The ride to India had been in the planning stage for years but to ride half way round the world and then to return on a plane just seemed wrong. So Ernie carried on, heading east though Asia and across Canada to Nova Scotia, returning to England using the shortest possible Atlantic crossing.

So how does a man in his late 50s, with no fitness training and a touch of arthritis, manage to power his bicycle all the way around the planet? “Cycling was an integral part of my life. I had a 20 mile round trip to work. As most ex-joggers will know, the low impact nature of cycling is ideal for cardio vascular fitness without making arthritic joints worse.”

What did he pack? In two words, “too much!” He goes on, “I set off attempting to cover all eventualities from campsite to five star hotel, for snow through monsoon, for all societies and occasions.” Ernie also bought clothing en route, often in preparation for the next country he would enter. “I bought lightweight below-the-knee trousers for riding when I crossed the border into Turkey but, to be sympathetic to Islam, I had a couple of full-length cargo pants made up by a Kurdish tailor in eastern Turkey which served me well in the colder parts of Iran and Pakistan.” There were also legal requirements to accommodate, including buying a helmet when he got to Canada.

Other items were not worth carrying. “I set off with shoes, sandals and boots. I wore the sandals most of the time – except when it was frosty. I gave the boots away to a Tibetan in Dharamasala.”

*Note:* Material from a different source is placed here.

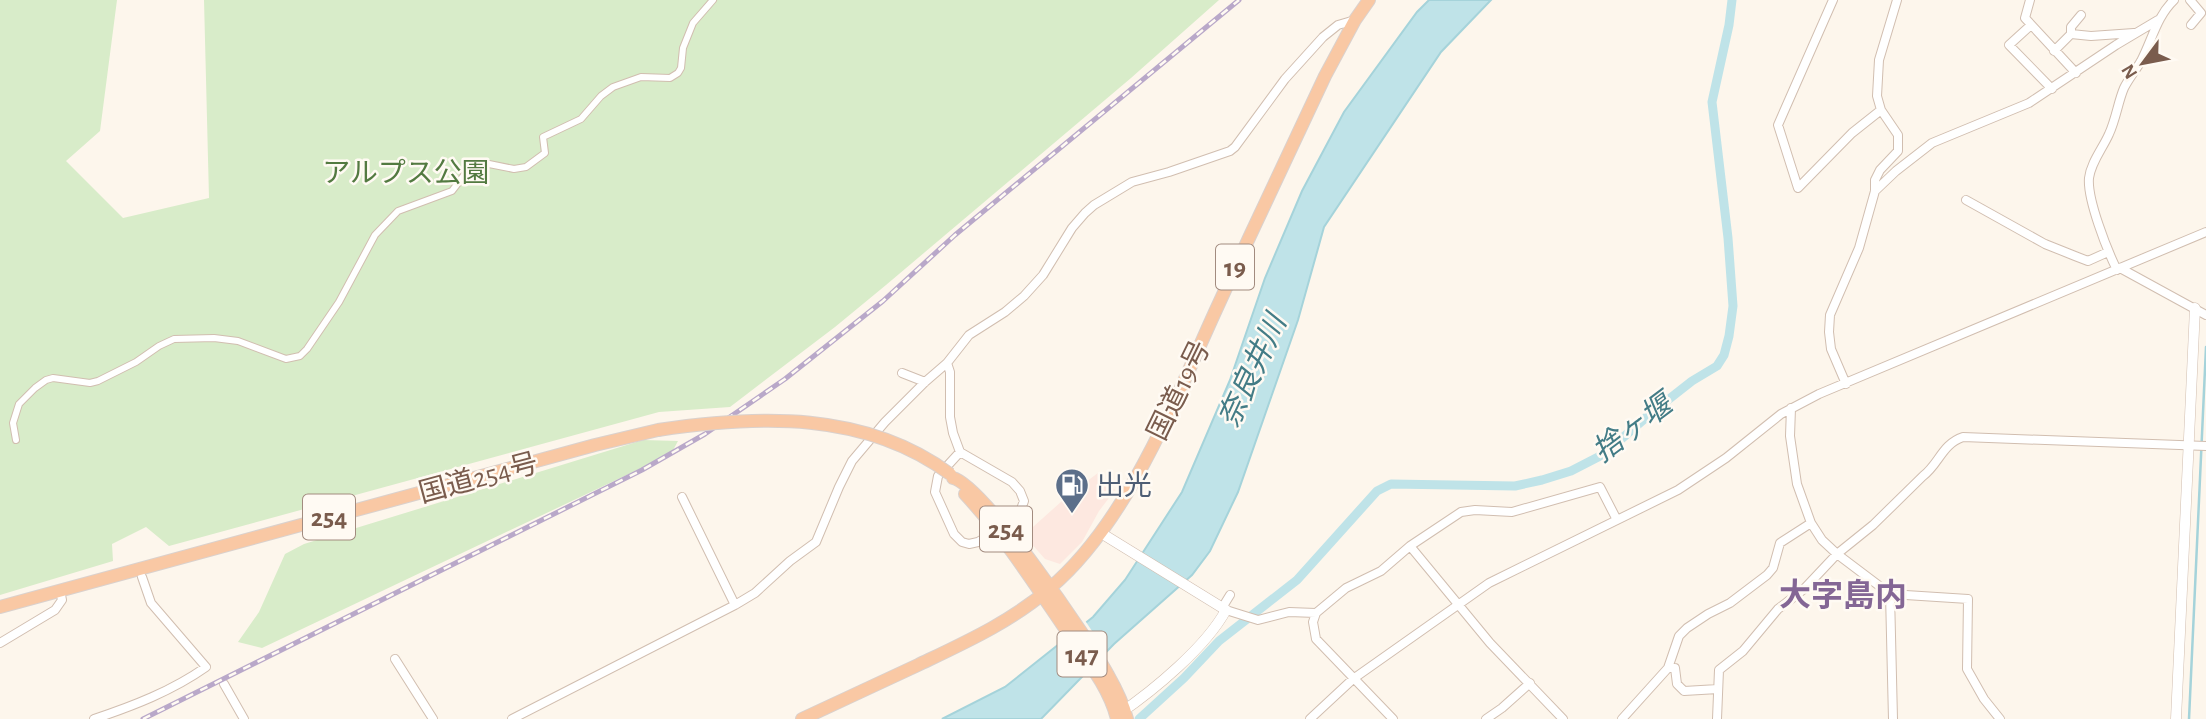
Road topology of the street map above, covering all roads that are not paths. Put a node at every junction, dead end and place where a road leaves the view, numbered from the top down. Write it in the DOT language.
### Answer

SPD ‘clipless’ pedals enabled him to get more power out of each stroke and were a huge improvement on the flat pedals he had used as a commuter. “My SPD discovery was a ‘road to Damascus’ conversion. Before the ride, people had tried to persuade me to use them but I stubbornly refused. The bike shop proprietor finally said ‘Ernie, I’m going to put SPD pedals on your present bike and lend you these shoes – get out there and try them!’ I was convinced within the first mile.”

But 400 miles a week took its toll. After scouring New Delhi for new tyres, a chain and a cassette , he eventually placed an order with the British shop that had sold him the bike. “DHL worked wonders for £90 – Bradford to New Delhi in three days. Ironically I discovered that the ‘Continental’ tyres I’d ordered were manufactured just down the road in India – but for export only.”

Ernie’s daily calorie spend required him to eat huge amounts of food and this proved to be the biggest challenge. The effort of the ride became visible on his body as he became dangerously thin. “Stuffing enough in to keep energy levels was difficult. I remember looking at myself in the mirror in Calcutta and seeing a picture of the relief of Belsen. While, it’s perfectly possible to ride in poor condition, the varied diets of Thailand and Malaysia eventually helped me get back into some sort of conventional shape. As well as bananas. I fell in love with mango in India. I still eat lots of it now, mostly dried. Bananas, dried mango, strong dark chocolate, cherries or plums are all in my pannier on long trips these days. Lots of carbs with main meals too.”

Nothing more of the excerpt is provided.